# First gulf dive,bullshark=rush!!!



## marmidor (Mar 15, 2008)

Ok so Sunday I got my first two gulf dives under my belt. To make a long story short.....dive 1, dropped down on a public bardge and man was it the most awesome thing I have ever done. It was covered up with Aj's snapper and grouper......didn't take my speargun down the first time. Dive 2 my dive buddy, myself and some guy that pulled up on the bardge dropped down.......i lined up and waited and made my shot.....BAM!! stoned a black snapper. Well that random guy had 2 Aj's and he gave us the out of air signal...... So what does he do.....,, he gave my dive buddy his gun and pointed to a passing Aj and headed up, (Keep in mind neither of us had ever spearfished) and he headed for the surface.
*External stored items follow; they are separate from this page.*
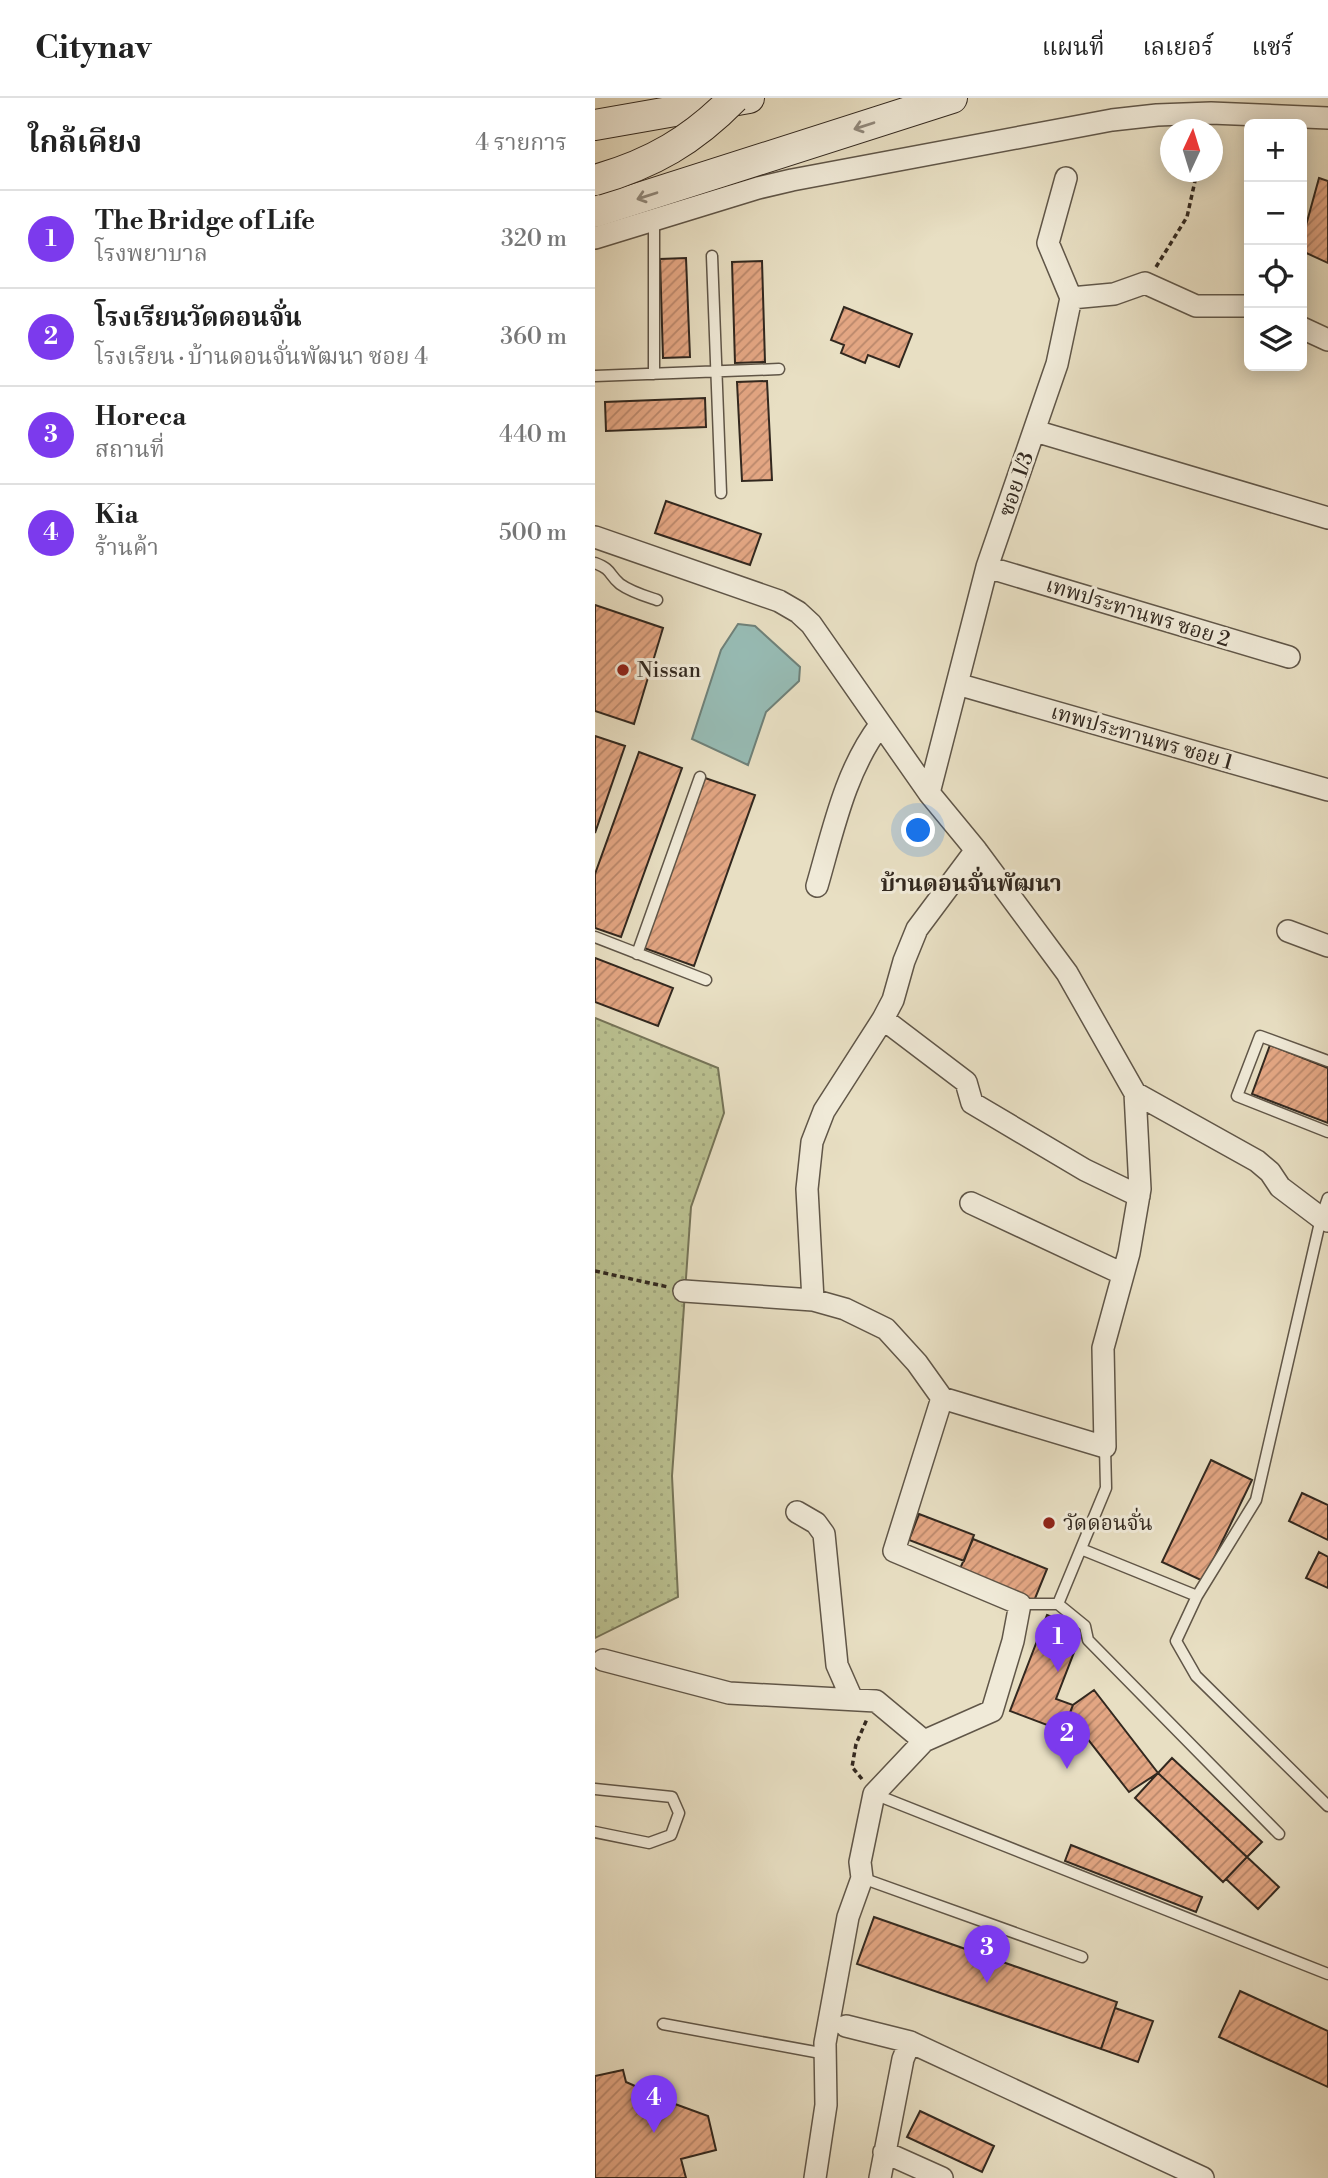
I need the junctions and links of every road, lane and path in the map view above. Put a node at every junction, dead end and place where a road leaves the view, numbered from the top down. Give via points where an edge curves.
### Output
1 (734, 98) edge
2 (749, 98) edge
3 (952, 98) edge
4 (1328, 118) edge
5 (595, 125) edge
6 (1066, 178) dead end
7 (595, 180) edge
8 (1195, 182) edge
9 (596, 218) edge
10 (653, 220) junction
11 (712, 256) dead end
12 (1145, 284) junction
13 (1071, 298) junction
14 (1244, 306) edge
15 (1307, 330) edge
16 (1328, 341) edge
17 (779, 369) dead end
18 (716, 372) junction
19 (654, 374) junction
20 (595, 376) edge
21 (1035, 431) junction
22 (721, 493) dead end
23 (1328, 518) edge
24 (595, 537) edge
25 (595, 564) edge
26 (987, 567) junction
27 (657, 600) dead end
28 (1289, 657) dead end
29 (957, 684) junction
30 (880, 725) junction
31 (700, 777) dead end
32 (1328, 790) edge
33 (929, 793) junction
34 (976, 850) junction
35 (817, 886) dead end
36 (1288, 931) dead end
37 (595, 937) edge
38 (1328, 946) edge
39 (637, 954) junction
40 (706, 981) dead end
41 (883, 1019) junction
42 (1328, 1061) edge
43 (1135, 1093) junction
44 (1328, 1132) edge
45 (1139, 1196) junction
46 (971, 1203) dead end
47 (1326, 1212) edge
48 (595, 1271) edge
49 (1123, 1274) junction
50 (684, 1291) joint
51 (813, 1300) junction
52 (942, 1398) junction
53 (1105, 1447) junction
54 (797, 1512) dead end
55 (1081, 1549) junction
56 (1197, 1597) junction
57 (1020, 1604) junction
58 (1058, 1604) junction
59 (603, 1660) dead end
60 (852, 1699) junction
61 (876, 1700) junction
62 (925, 1741) junction
63 (595, 1789) edge
64 (874, 1794) junction
65 (1328, 1806) edge
66 (595, 1832) edge
67 (1279, 1834) dead end
68 (862, 1878) junction
69 (1082, 1956) dead end
70 (1328, 1974) edge
71 (663, 2024) dead end
72 (846, 2026) dead end
73 (909, 2042) junction
74 (825, 2054) junction
75 (884, 2152) junction
76 (815, 2178) edge
77 (880, 2178) edge
78 (942, 2178) edge
79 (1203, 2178) edge

1 - 7 main road, bridge via 686,141 625,172
2 - 5 main road
3 -> 9 main road
4 - 10 street via 1211,113 1112,120 792,180
6 - 13 street via 1048,243
8 - 12 path via 1187,217
9 - 10 street
10 - 19 lane
11 - 18 lane
12 - 13 street via 1114,295
12 - 14 street via 1196,306
13 - 21 street, ซอย 1/3 via 1057,364
15 - 16 street
17 - 18 lane
18 - 19 lane
18 - 22 lane
19 - 20 lane
21 - 23 street
21 - 26 street, ซอย 1/3
24 - 30 street via 779,601 798,612 821,636
25 - 27 lane via 608,568 633,592
26 - 28 street, เทพประทานพร ซอย 2
26 - 29 street, ซอย 1/3
29 - 32 street, เทพประทานพร ซอย 1
29 - 33 street, ซอย 1/3
30 - 33 street
30 - 35 street via 848,782
31 - 39 lane
33 - 34 street
34 - 41 street via 917,929
34 - 43 street via 1067,973
36 - 38 street
37 - 39 lane
39 - 40 lane
41 - 45 street via 966,1082 972,1103 1085,1170
41 - 51 street via 824,1111 812,1142 807,1189
42 - 44 lane via 1260,1036 1237,1096
43 - 45 street
43 - 47 street via 1257,1161 1280,1187
45 - 49 street
46 - 49 street
47 - 56 lane via 1256,1500
48 - 50 path
49 - 53 street via 1103,1348
50 - 51 street
51 - 52 street via 886,1329
52 - 53 street
52 - 57 street via 894,1551
53 - 55 lane via 1106,1488
54 - 60 street via 824,1534 837,1665
55 - 56 lane
55 - 58 lane
56 - 65 lane via 1176,1641 1196,1676
57 - 58 lane
57 - 62 street via 992,1711
58 - 67 lane via 1085,1626 1088,1640
59 - 60 street via 729,1693
60 - 61 street
61 - 62 street
61 - 64 path via 856,1744 852,1767
62 - 64 street
63 - 66 lane via 672,1797 679,1813 671,1835 649,1843
64 - 68 street via 860,1862
64 - 70 lane
68 - 69 lane
68 - 74 street via 848,1917
71 - 74 lane
72 - 73 street
73 - 75 street
73 - 79 street
74 - 76 street via 827,2105
75 - 77 street
75 - 78 street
Before I could stop him my buddy pulled the trigger and it was on. After 3 or 4 mins of him fighting the fish And me helping him, i realize that I'm at 500psi so I tell him we have to go......I look up and a big (or big to me) 8-9 foot bullshark came in!! I had to fight him off with my spear and he followed us all the way to the boat. HOLY [email protected]$ what a rush.......I am so addicted!


----------



## lobsterman (Sep 30, 2007)

Sharks are a major rush down there especially when you have their dinner on your spear. I have been diving for a long long time and I suggest that you get real comfortable in the water before you take up spearfishing, because if something happens out of the ordinary then it makes matters worse adding that distraction. Just remember there is nothing down there worth loosing your life over. Safety first.


----------



## waterwings (Dec 11, 2007)

Great story. Hard to top that for a first Gulf dive.:blink: My son read your post with me and loved it. He just got certified and is ready to go to the gulf.


----------



## marmidor (Mar 15, 2008)

Lobster...you are so correct! I think this was the BEST learning experience I could have had. I have so much more respect for diving,spearfishing and safety. WINGS.....let your son know that it really is awsome having a preditor that is at the top come in and check you out! WOW THIS IS LIVING!!!!


----------



## mkpitts6 (Feb 23, 2008)

ITS ON NOW!!!, thanks for the post.
Mike


----------



## SaltAddict (Jan 6, 2010)

Great story. I agree with Lobster. Always remember your safety. I can only imagine the look on "diver #3's" face, if said bullshark grabbed that AJ and took off with "diver #3's" speargun in tow. Glad you guys had fun!


----------



## Clay-Doh (Oct 2, 2007)

Rock on man!!! Glad you had a good time!!


----------



## Sunshine17 (Dec 11, 2009)

Great report. I would been shaking afterwords. I have only dived in the intercoastal and have only came across sand sharks which are fun and the occasional blacktip and even those are a rush.


----------